There were present several women of the first rank; as Madame de
la Vali`ere, whom you remember Duchesse de Vaujour, and who is
still miraculously pretty, though fifty-three; a very handsome
Madame de Forcalquier, and others--nor was this conversation at
all particular to that evening.
Their gaiety is not greater than their delicacy--but I will not
expatiate. In short, they are another people from what they
were. They may be growing wise, but the intermediate passage is
dulness. Several of the women are agreeable, and some of the
men; but the latter are in general vain and ignorant. The
savans--I beg their pardons, the philosophes--are insupportable,
superficial, overbearing, and fanatic: they preach incessantly,
and their avowed doctrine is atheism; you would not believe how
openly--Don't wonder, therefore, if I should return a Jesuit.
Voltaire himself does not satisfy them. One of their lady
devotees said of him, "Il est bigot, c'est un d`eiste."
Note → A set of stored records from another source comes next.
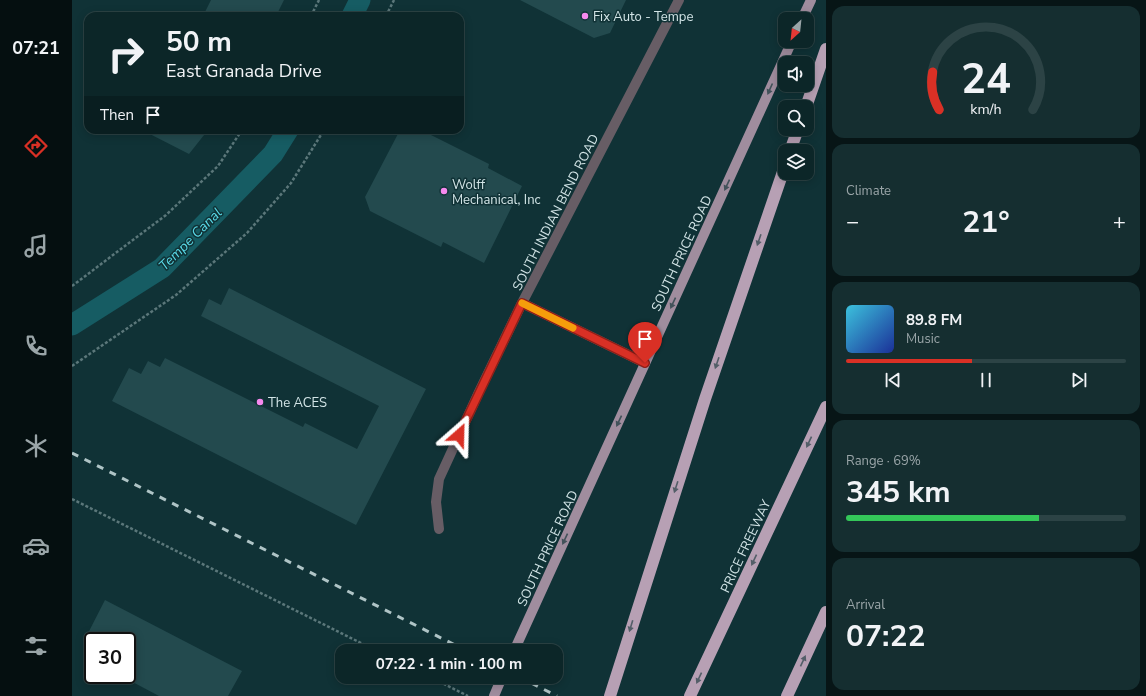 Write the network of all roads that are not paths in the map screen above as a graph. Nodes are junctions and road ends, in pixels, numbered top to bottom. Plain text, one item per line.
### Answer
1 (679, 0) edge
2 (811, 0) edge
3 (805, 12) edge
4 (789, 48) edge
5 (826, 50) edge
6 (808, 100) edge
7 (780, 180) edge
8 (522, 303) junction
9 (645, 363) junction
10 (826, 407) edge
11 (440, 529) dead end
12 (826, 612) edge
13 (517, 644) edge
14 (499, 684) edge
15 (494, 696) edge
16 (610, 696) edge
17 (690, 696) edge
18 (787, 696) edge

1 - 8 street, SOUTH INDIAN BEND ROAD
2 - 3 main road
4 -> 9 main road, SOUTH PRICE ROAD
5 - 6 highway
7 -> 16 highway
8 - 9 street
8 - 11 street, SOUTH INDIAN BEND ROAD
9 -> 13 main road, SOUTH PRICE ROAD
10 -> 17 highway, PRICE FREEWAY
18 -> 12 highway
14 - 15 main road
I am as little pleased with their taste in trifles. Cr`ebillon
is entirely out of fashion, and Marivaux a proverb: marivauder
and marivaudage are established terms for being prolix and
tiresome. I thought that we were fallen, but they are ten times
lower.
Notwithstanding all I have said, I have found two or three
societies that please me; am amused with the novelty of the
whole, and should be sorry not to have come. The Dumenil is, if
possible, superior to what you remember. I am sorry not to see
the Clairon; but several persons whose judgments seem the
soundest prefer the former. Preville is admirable in low comedy.
The mixture of Italian comedy and comic operas, prettily written,
and set to Italian music, at the same theatre, is charming, and
gets the better both of their operas and French comedy; the
latter of which is seldom full, with all its merit.
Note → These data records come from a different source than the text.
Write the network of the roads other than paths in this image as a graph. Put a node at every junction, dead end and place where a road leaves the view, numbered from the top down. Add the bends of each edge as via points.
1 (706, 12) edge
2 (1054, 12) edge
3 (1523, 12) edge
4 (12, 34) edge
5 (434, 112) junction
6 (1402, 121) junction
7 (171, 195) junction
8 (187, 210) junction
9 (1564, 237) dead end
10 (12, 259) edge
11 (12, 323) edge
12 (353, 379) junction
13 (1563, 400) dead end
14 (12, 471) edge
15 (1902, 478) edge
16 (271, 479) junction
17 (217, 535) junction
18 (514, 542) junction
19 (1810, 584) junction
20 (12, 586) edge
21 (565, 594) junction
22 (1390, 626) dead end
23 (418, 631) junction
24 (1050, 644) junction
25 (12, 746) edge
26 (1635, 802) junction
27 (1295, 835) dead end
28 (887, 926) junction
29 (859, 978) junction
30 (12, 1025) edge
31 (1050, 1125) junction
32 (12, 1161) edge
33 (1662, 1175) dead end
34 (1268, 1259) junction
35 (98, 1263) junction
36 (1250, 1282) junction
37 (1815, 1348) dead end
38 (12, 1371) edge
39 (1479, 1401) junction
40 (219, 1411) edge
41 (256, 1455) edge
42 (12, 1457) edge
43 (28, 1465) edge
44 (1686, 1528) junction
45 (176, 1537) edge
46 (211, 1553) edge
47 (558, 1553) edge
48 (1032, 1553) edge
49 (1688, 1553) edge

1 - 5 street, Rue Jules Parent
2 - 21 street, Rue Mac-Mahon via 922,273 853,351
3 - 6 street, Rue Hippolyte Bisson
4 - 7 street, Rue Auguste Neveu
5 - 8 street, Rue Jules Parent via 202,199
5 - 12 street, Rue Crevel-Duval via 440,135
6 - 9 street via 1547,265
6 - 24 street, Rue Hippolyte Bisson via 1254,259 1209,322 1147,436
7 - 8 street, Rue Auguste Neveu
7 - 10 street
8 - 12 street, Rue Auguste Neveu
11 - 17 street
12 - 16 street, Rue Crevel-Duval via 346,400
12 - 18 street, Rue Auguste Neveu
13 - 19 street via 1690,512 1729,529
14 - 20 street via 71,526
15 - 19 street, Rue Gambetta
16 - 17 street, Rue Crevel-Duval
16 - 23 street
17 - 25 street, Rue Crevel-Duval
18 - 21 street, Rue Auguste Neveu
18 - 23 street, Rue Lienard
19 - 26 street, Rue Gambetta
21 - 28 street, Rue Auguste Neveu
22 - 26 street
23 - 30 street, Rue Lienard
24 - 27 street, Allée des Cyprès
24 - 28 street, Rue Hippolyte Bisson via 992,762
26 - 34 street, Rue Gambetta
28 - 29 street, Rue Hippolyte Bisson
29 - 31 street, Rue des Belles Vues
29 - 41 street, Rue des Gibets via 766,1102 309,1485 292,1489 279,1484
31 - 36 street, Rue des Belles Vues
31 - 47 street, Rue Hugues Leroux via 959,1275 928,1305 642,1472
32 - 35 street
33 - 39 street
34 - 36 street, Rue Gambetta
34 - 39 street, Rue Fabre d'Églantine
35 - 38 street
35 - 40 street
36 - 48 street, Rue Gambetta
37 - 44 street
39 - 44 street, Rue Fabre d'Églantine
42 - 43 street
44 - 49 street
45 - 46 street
Petit-maitres are obsolete, like our Lords Foppington--but le
monde est philosophe--When I grow very sick of this last
nonsense, I go and compose myself at the Chartreuse, where I am
almost tempted to prefer Le Soeur to every painter I know. Yet
what new old treasures are come to light, routed out of the
Louvre, and thrown into new lumber-rooms at Versailles!--But I
have not room to tell you what I have seen! I will keep this and
other chapters for Strawberry. Adieu! and thank you.
Old Mariette has shown me a print by Diepenbecke of the Duke and
Duchess of Newcastle(906) at dinner with their family. You would
oblige me, if you would look into all their graces' folios, and
see if it is not a frontispiece to some one of them. Then he has
such a Petitot of Madame d'Olonne! The Pompadour offered him
fifty louis for it(907)--Alack, so would I!
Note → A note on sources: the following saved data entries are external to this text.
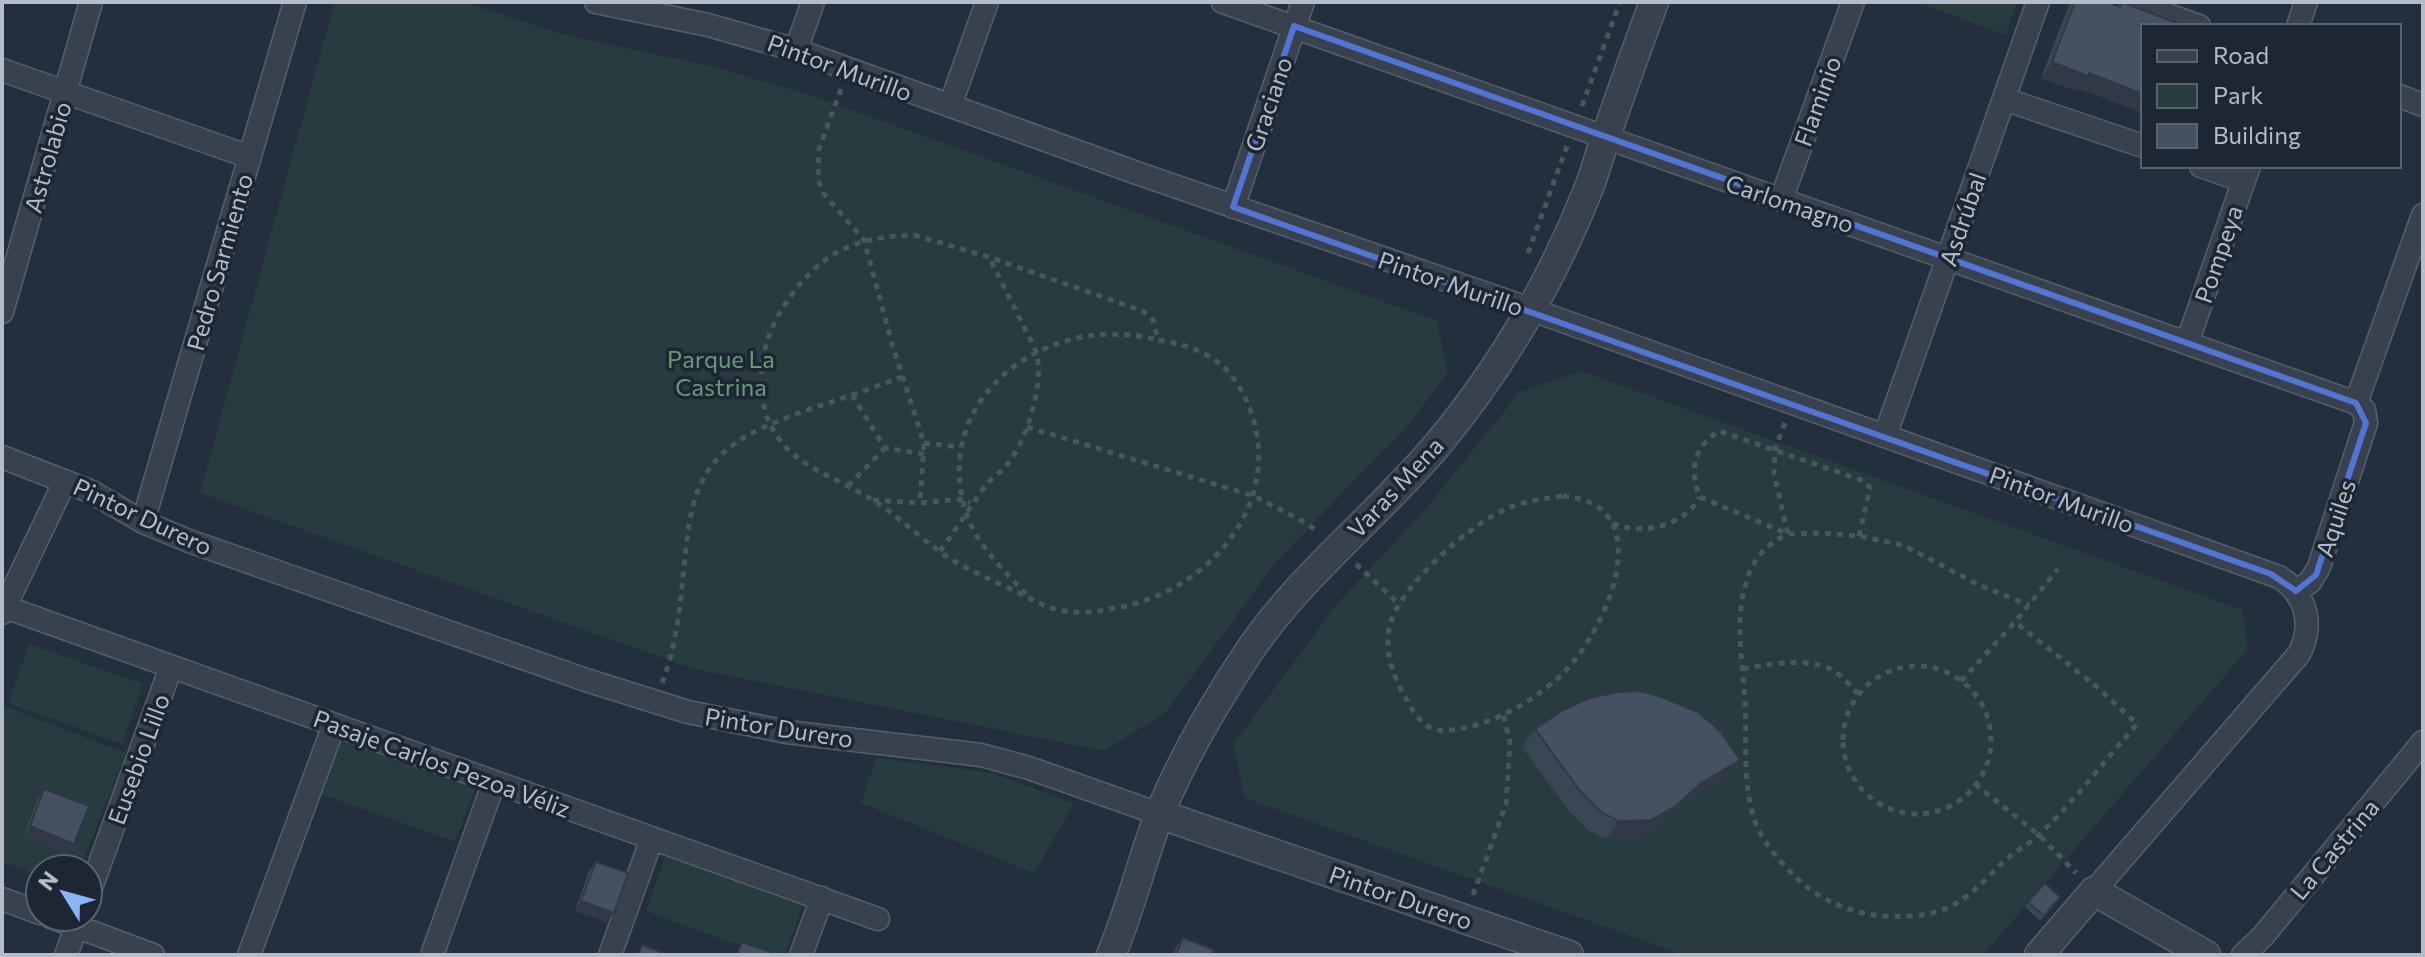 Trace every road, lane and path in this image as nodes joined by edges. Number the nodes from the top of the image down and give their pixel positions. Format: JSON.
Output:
{"nodes":[{"id":1,"x":91,"y":2,"type":"edge"},
{"id":2,"x":295,"y":2,"type":"edge"},
{"id":3,"x":596,"y":2,"type":"edge"},
{"id":4,"x":813,"y":2,"type":"edge"},
{"id":5,"x":987,"y":2,"type":"edge"},
{"id":6,"x":1223,"y":2,"type":"edge"},
{"id":7,"x":1303,"y":2,"type":"edge"},
{"id":8,"x":1620,"y":2,"type":"edge"},
{"id":9,"x":1654,"y":2,"type":"edge"},
{"id":10,"x":1853,"y":2,"type":"edge"},
{"id":11,"x":2038,"y":2,"type":"edge"},
{"id":12,"x":2131,"y":2,"type":"edge"},
{"id":13,"x":2306,"y":2,"type":"edge"},
{"id":14,"x":2193,"y":24,"type":"edge"},
{"id":15,"x":2299,"y":24,"type":"edge"},
{"id":16,"x":1294,"y":26,"type":"junction"},
{"id":17,"x":796,"y":50,"type":"junction"},
{"id":18,"x":2,"y":70,"type":"edge"},
{"id":19,"x":66,"y":93,"type":"junction"},
{"id":20,"x":2401,"y":97,"type":"edge"},
{"id":21,"x":2004,"y":99,"type":"junction"},
{"id":22,"x":834,"y":104,"type":"dead end"},
{"id":23,"x":2423,"y":105,"type":"edge"},
{"id":24,"x":950,"y":106,"type":"junction"},
{"id":25,"x":1574,"y":127,"type":"junction"},
{"id":26,"x":1605,"y":138,"type":"junction"},
{"id":27,"x":2141,"y":145,"type":"edge"},
{"id":28,"x":250,"y":157,"type":"junction"},
{"id":29,"x":2214,"y":168,"type":"edge"},
{"id":30,"x":2246,"y":173,"type":"edge"},
{"id":31,"x":1781,"y":200,"type":"junction"},
{"id":32,"x":1233,"y":207,"type":"junction"},
{"id":33,"x":2423,"y":215,"type":"edge"},
{"id":34,"x":864,"y":240,"type":"junction"},
{"id":35,"x":989,"y":257,"type":"junction"},
{"id":36,"x":1948,"y":259,"type":"junction"},
{"id":37,"x":1531,"y":311,"type":"junction"},
{"id":38,"x":2,"y":312,"type":"edge"},
{"id":39,"x":1158,"y":340,"type":"junction"},
{"id":40,"x":2187,"y":343,"type":"junction"},
{"id":41,"x":1036,"y":351,"type":"junction"},
{"id":42,"x":902,"y":377,"type":"junction"},
{"id":43,"x":852,"y":395,"type":"junction"},
{"id":44,"x":2356,"y":403,"type":"junction"},
{"id":45,"x":770,"y":424,"type":"junction"},
{"id":46,"x":1027,"y":427,"type":"junction"},
{"id":47,"x":1885,"y":436,"type":"junction"},
{"id":48,"x":1778,"y":442,"type":"dead end"},
{"id":49,"x":924,"y":443,"type":"junction"},
{"id":50,"x":960,"y":447,"type":"junction"},
{"id":51,"x":885,"y":448,"type":"junction"},
{"id":52,"x":1775,"y":449,"type":"junction"},
{"id":53,"x":924,"y":454,"type":"junction"},
{"id":54,"x":2,"y":457,"type":"edge"},
{"id":55,"x":65,"y":481,"type":"junction"},
{"id":56,"x":848,"y":486,"type":"junction"},
{"id":57,"x":1254,"y":496,"type":"junction"},
{"id":58,"x":1700,"y":497,"type":"junction"},
{"id":59,"x":962,"y":499,"type":"junction"},
{"id":60,"x":873,"y":500,"type":"junction"},
{"id":61,"x":920,"y":503,"type":"junction"},
{"id":62,"x":970,"y":503,"type":"dead end"},
{"id":63,"x":966,"y":514,"type":"junction"},
{"id":64,"x":1610,"y":521,"type":"junction"},
{"id":65,"x":143,"y":522,"type":"junction"},
{"id":66,"x":1310,"y":526,"type":"dead end"},
{"id":67,"x":1788,"y":534,"type":"junction"},
{"id":68,"x":1859,"y":536,"type":"junction"},
{"id":69,"x":940,"y":551,"type":"junction"},
{"id":70,"x":1358,"y":565,"type":"dead end"},
{"id":71,"x":2058,"y":569,"type":"dead end"},
{"id":72,"x":1366,"y":573,"type":"dead end"},
{"id":73,"x":1348,"y":575,"type":"dead end"},
{"id":74,"x":2296,"y":591,"type":"junction"},
{"id":75,"x":1030,"y":598,"type":"junction"},
{"id":76,"x":1400,"y":605,"type":"junction"},
{"id":77,"x":2029,"y":605,"type":"junction"},
{"id":78,"x":3,"y":610,"type":"edge"},
{"id":79,"x":2015,"y":622,"type":"junction"},
{"id":80,"x":670,"y":660,"type":"dead end"},
{"id":81,"x":171,"y":667,"type":"junction"},
{"id":82,"x":1743,"y":669,"type":"junction"},
{"id":83,"x":1961,"y":681,"type":"junction"},
{"id":84,"x":1858,"y":694,"type":"junction"},
{"id":85,"x":1503,"y":713,"type":"junction"},
{"id":86,"x":334,"y":725,"type":"junction"},
{"id":87,"x":2419,"y":755,"type":"edge"},
{"id":88,"x":494,"y":782,"type":"junction"},
{"id":89,"x":1975,"y":784,"type":"junction"},
{"id":90,"x":1159,"y":814,"type":"junction"},
{"id":91,"x":2039,"y":835,"type":"junction"},
{"id":92,"x":652,"y":838,"type":"junction"},
{"id":93,"x":104,"y":853,"type":"edge"},
{"id":94,"x":2064,"y":861,"type":"dead end"},
{"id":95,"x":1477,"y":882,"type":"dead end"},
{"id":96,"x":2094,"y":891,"type":"junction"},
{"id":97,"x":822,"y":898,"type":"junction"},
{"id":98,"x":2,"y":899,"type":"edge"},
{"id":99,"x":24,"y":907,"type":"edge"},
{"id":100,"x":878,"y":919,"type":"dead end"},
{"id":101,"x":74,"y":933,"type":"edge"},
{"id":102,"x":103,"y":933,"type":"edge"},
{"id":103,"x":66,"y":955,"type":"edge"},
{"id":104,"x":153,"y":955,"type":"edge"},
{"id":105,"x":249,"y":955,"type":"edge"},
{"id":106,"x":432,"y":955,"type":"edge"},
{"id":107,"x":610,"y":955,"type":"edge"},
{"id":108,"x":801,"y":955,"type":"edge"},
{"id":109,"x":1111,"y":955,"type":"edge"},
{"id":110,"x":1569,"y":955,"type":"edge"},
{"id":111,"x":2039,"y":955,"type":"edge"},
{"id":112,"x":2206,"y":955,"type":"edge"},
{"id":113,"x":2243,"y":955,"type":"edge"}],
"edges":[{"from":1,"to":19,"type":"street","name":"Astrolabio"},
{"from":2,"to":28,"type":"street","name":"Pedro Sarmiento"},
{"from":3,"to":17,"type":"street","name":"Pintor Murillo"},
{"from":4,"to":17,"type":"street"},
{"from":5,"to":24,"type":"street"},
{"from":6,"to":16,"type":"street","name":"Carlomagno"},
{"from":7,"to":16,"type":"street","name":"Graciano"},
{"from":8,"to":25,"type":"path"},
{"from":9,"to":26,"type":"street","name":"Varas Mena"},
{"from":10,"to":31,"type":"street","name":"Flaminio"},
{"from":11,"to":21,"type":"street","name":"Asdrúbal"},
{"from":12,"to":14,"type":"street"},
{"from":13,"to":15,"type":"street"},
{"from":16,"to":25,"type":"street","name":"Carlomagno"},
{"from":16,"to":32,"type":"street","name":"Graciano"},
{"from":17,"to":24,"type":"street","name":"Pintor Murillo"},
{"from":18,"to":19,"type":"street"},
{"from":19,"to":28,"type":"street"},
{"from":19,"to":38,"type":"street","name":"Astrolabio"},
{"from":20,"to":23,"type":"street"},
{"from":21,"to":27,"type":"street"},
{"from":21,"to":36,"type":"street","name":"Asdrúbal"},
{"from":22,"to":34,"type":"path"},
{"from":24,"to":32,"type":"street","name":"Pintor Murillo"},
{"from":25,"to":26,"type":"street","name":"Carlomagno"},
{"from":26,"to":31,"type":"street","name":"Carlomagno"},
{"from":26,"to":37,"type":"street","name":"Varas Mena"},
{"from":28,"to":65,"type":"street","name":"Pedro Sarmiento"},
{"from":29,"to":30,"type":"street"},
{"from":30,"to":40,"type":"street","name":"Pompeya"},
{"from":31,"to":36,"type":"street","name":"Carlomagno"},
{"from":32,"to":37,"type":"street","name":"Pintor Murillo"},
{"from":33,"to":44,"type":"street","name":"Aquiles"},
{"from":34,"to":35,"type":"path"},
{"from":34,"to":42,"type":"path"},
{"from":34,"to":45,"type":"path"},
{"from":35,"to":39,"type":"path"},
{"from":35,"to":41,"type":"path"},
{"from":36,"to":40,"type":"street","name":"Carlomagno"},
{"from":36,"to":47,"type":"street","name":"Asdrúbal"},
{"from":37,"to":47,"type":"street","name":"Pintor Murillo"},
{"from":37,"to":90,"type":"street","name":"Varas Mena"},
{"from":39,"to":41,"type":"path"},
{"from":39,"to":57,"type":"path"},
{"from":40,"to":44,"type":"street","name":"Carlomagno"},
{"from":41,"to":46,"type":"path"},
{"from":41,"to":50,"type":"path"},
{"from":42,"to":43,"type":"path"},
{"from":42,"to":49,"type":"path"},
{"from":43,"to":45,"type":"path"},
{"from":43,"to":51,"type":"path"},
{"from":44,"to":74,"type":"street","name":"Aquiles"},
{"from":45,"to":56,"type":"path"},
{"from":45,"to":80,"type":"path"},
{"from":46,"to":57,"type":"path"},
{"from":46,"to":63,"type":"path"},
{"from":47,"to":74,"type":"street","name":"Pintor Murillo"},
{"from":48,"to":52,"type":"path"},
{"from":49,"to":50,"type":"path"},
{"from":49,"to":53,"type":"path"},
{"from":50,"to":59,"type":"path"},
{"from":51,"to":53,"type":"path"},
{"from":51,"to":56,"type":"path"},
{"from":52,"to":58,"type":"path"},
{"from":52,"to":67,"type":"path"},
{"from":52,"to":68,"type":"path"},
{"from":53,"to":61,"type":"path"},
{"from":54,"to":55,"type":"street","name":"Pintor Durero"},
{"from":55,"to":65,"type":"street","name":"Pintor Durero"},
{"from":55,"to":78,"type":"street"},
{"from":56,"to":60,"type":"path"},
{"from":57,"to":66,"type":"path"},
{"from":57,"to":75,"type":"path"},
{"from":58,"to":64,"type":"path"},
{"from":58,"to":67,"type":"path"},
{"from":59,"to":61,"type":"path"},
{"from":59,"to":62,"type":"path"},
{"from":59,"to":63,"type":"path"},
{"from":60,"to":61,"type":"path"},
{"from":60,"to":69,"type":"path"},
{"from":63,"to":69,"type":"path"},
{"from":63,"to":75,"type":"path"},
{"from":64,"to":76,"type":"path"},
{"from":64,"to":85,"type":"path"},
{"from":65,"to":90,"type":"street","name":"Pintor Durero"},
{"from":67,"to":68,"type":"path"},
{"from":67,"to":82,"type":"path"},
{"from":68,"to":77,"type":"path"},
{"from":69,"to":75,"type":"path"},
{"from":70,"to":73,"type":"path"},
{"from":71,"to":77,"type":"path"},
{"from":72,"to":76,"type":"path"},
{"from":74,"to":96,"type":"street"},
{"from":76,"to":85,"type":"path"},
{"from":77,"to":79,"type":"path"},
{"from":78,"to":81,"type":"street","name":"Pasaje Carlos Pezoa Véliz"},
{"from":79,"to":83,"type":"path"},
{"from":79,"to":91,"type":"path"},
{"from":81,"to":86,"type":"street","name":"Pasaje Carlos Pezoa Véliz"},
{"from":81,"to":93,"type":"street","name":"Eusebio Lillo"},
{"from":82,"to":84,"type":"path"},
{"from":82,"to":91,"type":"path"},
{"from":83,"to":84,"type":"path"},
{"from":83,"to":89,"type":"path"},
{"from":84,"to":89,"type":"path"},
{"from":85,"to":95,"type":"path"},
{"from":86,"to":88,"type":"street","name":"Pasaje Carlos Pezoa Véliz"},
{"from":86,"to":105,"type":"street"},
{"from":87,"to":113,"type":"street","name":"La Castrina"},
{"from":88,"to":92,"type":"street","name":"Pasaje Carlos Pezoa Véliz"},
{"from":88,"to":106,"type":"street"},
{"from":89,"to":91,"type":"path"},
{"from":90,"to":109,"type":"street","name":"Varas Mena"},
{"from":90,"to":110,"type":"street","name":"Pintor Durero"},
{"from":91,"to":94,"type":"path"},
{"from":92,"to":97,"type":"street","name":"Pasaje Carlos Pezoa Véliz"},
{"from":92,"to":107,"type":"street"},
{"from":96,"to":111,"type":"street"},
{"from":96,"to":112,"type":"street"},
{"from":97,"to":100,"type":"street","name":"Pasaje Carlos Pezoa Véliz"},
{"from":97,"to":108,"type":"street"},
{"from":98,"to":99,"type":"street"},
{"from":101,"to":103,"type":"street"},
{"from":102,"to":104,"type":"street"}]}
(904) The following is Gray's reply, of the 13th of December:-
-"You have long built your hopes on temperance, you say, and
hardiness. On the first point we are agreed; the second has
totally disappointed you, and therefore you will persist in it by
all means. But then, be sure to persist too in being young, in
stopping the course of time, and making the shadow return back
upon your sun-dial. If you find this not so easy, acquiesce with
a good grace in my anilities; put on your understockings of yarn,
or woollen, even in the night-time. Don't provoke me, or I shall
order you two nightcaps, (which, by the way, would do your eyes
good,) and put a little of any French liqueur into your water;
they are nothing but brandy and sugar; and among their various
flavours, some of them may surely be palatable enough, The pain
in your feet I can bear; but shudder at the sickness of your
stomach and the weakness that still continues. I conjure you, as
you love yourself--I conjure you by Strawberry, not to trifle
with these edge-tools. There is no cure for the gout, when in
the stomach, but to throw it into the limbs; There is no relief
for gout in the limbs, but in gentle warmth and gradual
perspiration." Works, vol. iv. p. 68.-E.
(905) Madame du Deffand.-E.
(906) Prefixed to some copies of the Duchess's work, entitled
"The World's Olio,--Nature's Pictures drawn by Fancy's Pencil to
the life," (folio, London, 1653,) is a print, Diepenbeck, del.,
P. Clouvet sc., half sheet, containing portraits of William
Cavendish, Duke of Newcastle, (celebrated as a Cavalier general
during the civil wars, and commonly styled the loyal Duke of
Newcastle,) his Duchess, and their family.-E.
(907) This miniature eventually became his property. In a letter
from madame du Deffand of the 12th of December 1775, she says:-
-"J'ai Madame d'Olonne entre les mains; vous voil`a au comble de
la joie; mais moderez-en la, en apprenant que ses galans ne la
payaient pas plus cher de son vivant que vous ne la payez apr`es
sa mort; (@lle vous coute trois mille deux cents livres."-E.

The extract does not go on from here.